Si votre toit coule et vos fondations se fissurent, vous précipiterez-vous au magasin pour acheter une télé à écran plat? C'est pourtant ce que propose de faire le premier ministre en éducation.

Si votre toit coule et vos fondations se fissurent, vous précipiterez-vous au magasin pour acheter une télé à écran plat? C'est pourtant ce que propose de faire le premier ministre en éducation.

Le gouvernement ne cesse de répéter que la persévérance scolaire est l'enjeu le plus urgent, celui qui mérite toutes les attentions, les fonds et les ressources. Avec raison: l'école québécoise se porte généralement bien, mais depuis 20 ans, près du tiers des jeunes décrochent, un taux affligeant pour une «société du savoir».

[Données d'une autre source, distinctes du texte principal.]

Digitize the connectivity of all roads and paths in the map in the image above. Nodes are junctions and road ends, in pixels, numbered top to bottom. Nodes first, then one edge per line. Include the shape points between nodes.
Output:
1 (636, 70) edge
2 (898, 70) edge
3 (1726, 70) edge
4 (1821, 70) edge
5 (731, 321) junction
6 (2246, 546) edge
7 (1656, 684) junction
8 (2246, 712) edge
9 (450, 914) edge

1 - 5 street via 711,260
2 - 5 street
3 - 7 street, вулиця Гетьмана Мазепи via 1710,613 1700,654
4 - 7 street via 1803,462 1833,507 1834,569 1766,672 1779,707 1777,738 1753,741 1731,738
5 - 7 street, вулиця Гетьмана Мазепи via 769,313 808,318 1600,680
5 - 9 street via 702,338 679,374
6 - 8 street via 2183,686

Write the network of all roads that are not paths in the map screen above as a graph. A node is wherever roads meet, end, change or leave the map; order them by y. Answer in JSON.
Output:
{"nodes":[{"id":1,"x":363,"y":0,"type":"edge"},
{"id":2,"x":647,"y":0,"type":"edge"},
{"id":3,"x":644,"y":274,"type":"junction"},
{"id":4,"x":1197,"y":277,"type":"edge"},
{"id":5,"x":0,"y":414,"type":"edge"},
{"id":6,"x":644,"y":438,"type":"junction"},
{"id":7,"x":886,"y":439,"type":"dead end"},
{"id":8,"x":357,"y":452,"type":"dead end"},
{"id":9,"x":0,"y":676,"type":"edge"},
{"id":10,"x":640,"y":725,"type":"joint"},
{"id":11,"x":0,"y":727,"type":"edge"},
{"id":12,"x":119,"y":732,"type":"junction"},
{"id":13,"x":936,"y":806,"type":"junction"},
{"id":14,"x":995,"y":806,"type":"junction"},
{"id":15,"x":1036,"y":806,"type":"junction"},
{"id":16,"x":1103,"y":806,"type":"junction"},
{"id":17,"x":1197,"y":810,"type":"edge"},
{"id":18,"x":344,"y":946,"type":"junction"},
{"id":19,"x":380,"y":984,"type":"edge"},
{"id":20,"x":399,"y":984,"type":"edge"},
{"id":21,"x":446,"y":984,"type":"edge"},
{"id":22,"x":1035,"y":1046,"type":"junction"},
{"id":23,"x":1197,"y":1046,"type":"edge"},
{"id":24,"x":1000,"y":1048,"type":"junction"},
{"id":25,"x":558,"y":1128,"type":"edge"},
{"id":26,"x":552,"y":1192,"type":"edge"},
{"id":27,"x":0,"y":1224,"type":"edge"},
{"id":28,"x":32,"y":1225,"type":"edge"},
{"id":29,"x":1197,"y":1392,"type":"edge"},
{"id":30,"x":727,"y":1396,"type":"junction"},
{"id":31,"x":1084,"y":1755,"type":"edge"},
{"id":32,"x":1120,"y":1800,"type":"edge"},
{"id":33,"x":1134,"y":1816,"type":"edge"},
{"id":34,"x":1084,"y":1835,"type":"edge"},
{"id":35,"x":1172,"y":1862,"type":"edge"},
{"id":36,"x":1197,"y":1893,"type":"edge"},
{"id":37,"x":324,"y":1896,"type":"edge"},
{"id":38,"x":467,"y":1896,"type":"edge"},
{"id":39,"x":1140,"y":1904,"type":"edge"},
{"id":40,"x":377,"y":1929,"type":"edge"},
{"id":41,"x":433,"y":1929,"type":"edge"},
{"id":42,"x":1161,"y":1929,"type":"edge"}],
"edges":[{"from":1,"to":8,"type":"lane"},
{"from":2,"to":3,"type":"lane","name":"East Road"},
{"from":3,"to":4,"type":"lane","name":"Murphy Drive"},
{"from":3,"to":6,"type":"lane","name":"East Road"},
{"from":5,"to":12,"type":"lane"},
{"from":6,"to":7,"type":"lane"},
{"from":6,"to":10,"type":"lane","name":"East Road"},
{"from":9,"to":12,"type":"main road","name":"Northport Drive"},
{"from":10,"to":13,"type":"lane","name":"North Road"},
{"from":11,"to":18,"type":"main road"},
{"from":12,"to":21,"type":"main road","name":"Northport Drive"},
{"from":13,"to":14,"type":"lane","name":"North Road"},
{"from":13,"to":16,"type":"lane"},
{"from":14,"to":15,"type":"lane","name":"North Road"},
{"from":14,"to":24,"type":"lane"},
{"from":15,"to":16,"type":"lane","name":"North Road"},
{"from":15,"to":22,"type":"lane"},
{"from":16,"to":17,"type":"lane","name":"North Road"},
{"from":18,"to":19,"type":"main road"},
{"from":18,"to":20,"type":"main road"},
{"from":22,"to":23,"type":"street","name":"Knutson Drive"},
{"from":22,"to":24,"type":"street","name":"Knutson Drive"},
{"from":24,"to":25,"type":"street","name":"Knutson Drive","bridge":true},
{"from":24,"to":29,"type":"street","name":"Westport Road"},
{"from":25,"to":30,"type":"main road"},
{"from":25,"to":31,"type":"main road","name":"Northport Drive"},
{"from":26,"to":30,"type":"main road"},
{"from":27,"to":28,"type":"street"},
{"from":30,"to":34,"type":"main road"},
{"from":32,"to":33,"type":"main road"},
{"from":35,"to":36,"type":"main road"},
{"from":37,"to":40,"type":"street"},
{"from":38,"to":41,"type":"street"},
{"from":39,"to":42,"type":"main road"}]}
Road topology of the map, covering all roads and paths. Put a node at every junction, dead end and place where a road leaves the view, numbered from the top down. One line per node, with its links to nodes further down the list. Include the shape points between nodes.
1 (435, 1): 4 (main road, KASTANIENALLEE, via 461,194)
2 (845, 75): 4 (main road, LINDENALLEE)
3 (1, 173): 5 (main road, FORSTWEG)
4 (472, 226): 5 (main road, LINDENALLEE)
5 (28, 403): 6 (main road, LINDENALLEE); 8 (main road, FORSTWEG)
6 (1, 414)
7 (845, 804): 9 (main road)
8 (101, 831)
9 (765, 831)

Pour s'y attaquer, il faut s'attarder à ceux qui risquent de décrocher, aux enfants de milieux défavorisés, en difficulté d'apprentissage, handicapés, atteints de troubles du comportement, etc.

Or que retrouve-t-on pour ces jeunes dans le discours inaugural? Rien. Jean Charest a préféré miser sur l'accessoire. Dans les deux sens du terme.

Il a privilégié le clinquant, le tape-à-l'oeil, le bling-bling. Il a présenté l'éducation comme «le berceau de tous les talents», alors qu'il en a fait le «berceau de tous les gadgets»... au moment, justement, où le toit coule et les fondations se fissurent.

Les «tableaux blancs», tout aussi intelligents soient-ils, n'auront en effet qu'un impact négligeable, au mieux, sur le décrochage. Ce dont les professeurs ont besoin dans leur classe, c'est d'un appui professionnel pour gérer les élèves en difficulté, non pas d'un spectacle son et lumière.

D'autant plus que ces gadgets ont un coût. Énorme. Les tableaux se détaillent 3000$ au bas mot, à multiplier dans chacune des 40 000 classes de la province. Ajoutez à cela un portable pour chacun des 80 000 profs, et la facture frôle les 200 millions de dollars... sans compter la formation que tout ce beau monde exigera avec raison.

Une somme faramineuse... qui devra être puisée, selon ce qu'a déclaré Jean Charest, à même le «cadre financier établi il y a un an». Et c'est là où le bât blesse. La technologie a sa place dans la classe, mais si elle y entre au prix d'une réallocation des ressources, on est en droit de se demander s'il s'agit d'une priorité.

La question se pose également avec toutes ces intrusions dans l'autonomie des écoles, avec le vouvoiement (qui n'a pas attendu le premier ministre pour gagner en popularité), les codes de vie (qui existent dans la plupart des établissements) et les uniformes sportifs (dont les effets escomptés sur les garçons relèvent de la pensée magique). Des éléments auxquels on ne peut s'opposer, mais des priorités?

Soyons bons princes, il y a tout de même un élément du discours qui s'illustre par sa pertinence, l'enseignement intensif de l'anglais en 6e année. Mais encore là, étant donné la rareté des enseignants qualifiés, des questions se posent sur la provenance des fonds qui serviront à mettre en place cette mesure... à même le cadre financier.

Bref, on retrouve de bien belles et simples mesures, qui frappent l'imaginaire. Mais rien pour affronter le principal problème auquel l'école fait face aujourd'hui.